The number of foreign targets of Section 702 surveillance has climbed steadily since the government began disclosing statistics about the program’s use, and reached a new high last year at 246,073 — up from 232,432 in 2021.
While the National Security Agency carries out Section 702 surveillance, the F.B.I. receives copies of the raw messages and data that relate to its investigations — about 3.2 percent of the targets as of February, the report said.
A recurring point of contention about Section 702 has been repeated findings that F.B.I. agents violated rules limiting when they may query the repository of messages gathered from foreigners abroad for information about Americans.
As part of any reauthorization legislation, proponents of reform hope to impose new limits on the program, including by requiring the government to obtain a warrant before carrying out such queries.
Senator Ron Wyden, an Oregon Democrat who advocates tightening rules on surveillance, said in a statement that the report “highlights the urgent need for reforms to government surveillance programs in order to protect the rights of law-abiding Americans.”
In 2021 and 2022, the F.B.I. tightened various rules and modified its systems, leading to a significant drop in the number of queries for information about Americans. One change was to require agents to have a specific reason to believe that relevant information about foreign intelligence or a crime would be in the repository before querying it.
Last month, the F.B.I. disclosed that there had been 204,090 queries for information about Americans in 2022, down 93 percent from about 3.4 million in 2021.
The report also said the F.B.I. is changing how it measures such queries and will screen out duplicates — the practice of recounting multiple queries using the same identifier. Under the new methodology, the report said, the F.B.I. made 119,383 such queries for information about Americans in 2022, down from nearly three million in 2021.
In 2018, the last time Section 702 was about to lapse, Congress imposed a limited requirement that the government obtain a court order before reviewing the results of any query for information about Americans for an existing criminal investigation.

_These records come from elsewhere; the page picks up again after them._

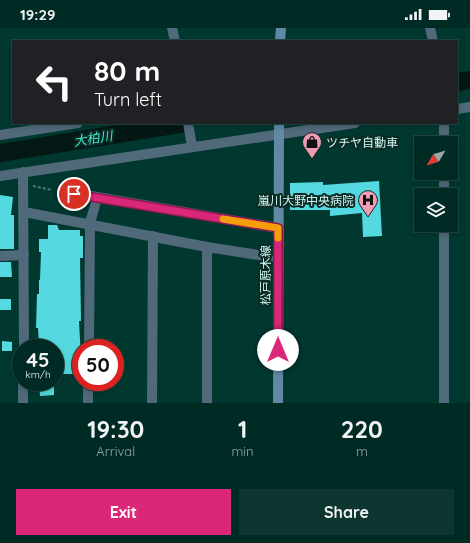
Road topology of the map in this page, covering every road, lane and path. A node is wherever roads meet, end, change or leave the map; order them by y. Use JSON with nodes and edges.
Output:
{"nodes":[{"id":1,"x":172,"y":28,"type":"edge"},
{"id":2,"x":281,"y":28,"type":"edge"},
{"id":3,"x":430,"y":28,"type":"edge"},
{"id":4,"x":175,"y":40,"type":"edge"},
{"id":5,"x":280,"y":40,"type":"edge"},
{"id":6,"x":433,"y":40,"type":"edge"},
{"id":7,"x":470,"y":107,"type":"edge"},
{"id":8,"x":458,"y":109,"type":"edge"},
{"id":9,"x":72,"y":124,"type":"edge"},
{"id":10,"x":188,"y":124,"type":"edge"},
{"id":11,"x":336,"y":124,"type":"edge"},
{"id":12,"x":444,"y":124,"type":"edge"},
{"id":13,"x":279,"y":127,"type":"edge"},
{"id":14,"x":0,"y":135,"type":"edge"},
{"id":15,"x":444,"y":136,"type":"edge"},
{"id":16,"x":192,"y":146,"type":"junction"},
{"id":17,"x":23,"y":172,"type":"junction"},
{"id":18,"x":0,"y":176,"type":"edge"},
{"id":19,"x":24,"y":185,"type":"junction"},
{"id":20,"x":62,"y":191,"type":"joint"},
{"id":21,"x":97,"y":198,"type":"junction"},
{"id":22,"x":24,"y":212,"type":"junction"},
{"id":23,"x":90,"y":223,"type":"junction"},
{"id":24,"x":278,"y":228,"type":"junction"},
{"id":25,"x":444,"y":232,"type":"edge"},
{"id":26,"x":153,"y":236,"type":"junction"},
{"id":27,"x":207,"y":247,"type":"junction"},
{"id":28,"x":24,"y":255,"type":"junction"},
{"id":29,"x":0,"y":256,"type":"edge"},
{"id":30,"x":278,"y":258,"type":"junction"},
{"id":31,"x":24,"y":339,"type":"edge"},
{"id":32,"x":89,"y":339,"type":"edge"},
{"id":33,"x":24,"y":391,"type":"edge"},
{"id":34,"x":88,"y":391,"type":"edge"},
{"id":35,"x":23,"y":403,"type":"edge"},
{"id":36,"x":88,"y":403,"type":"edge"},
{"id":37,"x":152,"y":403,"type":"edge"},
{"id":38,"x":207,"y":403,"type":"edge"},
{"id":39,"x":278,"y":403,"type":"edge"},
{"id":40,"x":444,"y":403,"type":"edge"}],
"edges":[{"from":1,"to":4,"type":"street"},
{"from":2,"to":5,"type":"main road"},
{"from":3,"to":6,"type":"street"},
{"from":7,"to":8,"type":"street"},
{"from":9,"to":14,"type":"street"},
{"from":10,"to":16,"type":"street"},
{"from":11,"to":13,"type":"street"},
{"from":12,"to":15,"type":"street"},
{"from":13,"to":16,"type":"street"},
{"from":13,"to":24,"type":"main road","name":"松戸原木線"},
{"from":16,"to":17,"type":"street"},
{"from":17,"to":18,"type":"street"},
{"from":17,"to":19,"type":"street"},
{"from":19,"to":20,"type":"path"},
{"from":19,"to":22,"type":"street"},
{"from":20,"to":21,"type":"street"},
{"from":21,"to":23,"type":"street"},
{"from":21,"to":24,"type":"street"},
{"from":22,"to":23,"type":"street"},
{"from":22,"to":28,"type":"street"},
{"from":23,"to":26,"type":"street"},
{"from":23,"to":32,"type":"street"},
{"from":24,"to":30,"type":"main road","name":"松戸原木線"},
{"from":25,"to":40,"type":"street"},
{"from":26,"to":27,"type":"street"},
{"from":26,"to":37,"type":"street"},
{"from":27,"to":30,"type":"street"},
{"from":27,"to":38,"type":"street"},
{"from":28,"to":29,"type":"street"},
{"from":28,"to":31,"type":"street"},
{"from":30,"to":39,"type":"main road","name":"松戸原木線"},
{"from":33,"to":35,"type":"street"},
{"from":34,"to":36,"type":"street"}]}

The government has never used that authority and again sought no such orders in 2021, the report said. But in one instance, an analyst failed to comply with the rule, improperly viewing the results of a such a query without obtaining a warrant.
In a briefing for reporters, a law enforcement official said that analyst conducted the query on behalf of another field office and did not realize that there was an open criminal investigation.
The report also showed that analysts continue to use a law that has since lapsed. Congress did not reauthorize the law, known as Section 215 of the Patriot Act in 2020, which allowed the F.B.I. to get a court order for business records in a national security investigation. But the government still uses it regardless.
The government can use the authority even though it has lapsed because of how Congress wrote Section 215. It essentially remains available for investigations that already existed when it expired. The F.B.I., for example, has had longstanding investigations into adversaries like Al Qaeda and Chinese and Russian intelligence agencies, where it can keep using the law
In 2022, the report said, the government obtained 11 such orders, the same as it did in 2021. Notably, however, the number of “unique identifiers used to communicate information” like phone numbers or email addresses the F.B.I. learned about from those records increased significantly — to 55,431 in 2022, up from 23,157 in 2021 and 7,654 in 2020.
In his statement, Mr. Wyden suggested that practice may become unsustainable.
“If the government wants to use the exception for investigations that preceded that sunset to dramatically increase collection, it should come back to Congress where reforms of the authority can be debated,” he said.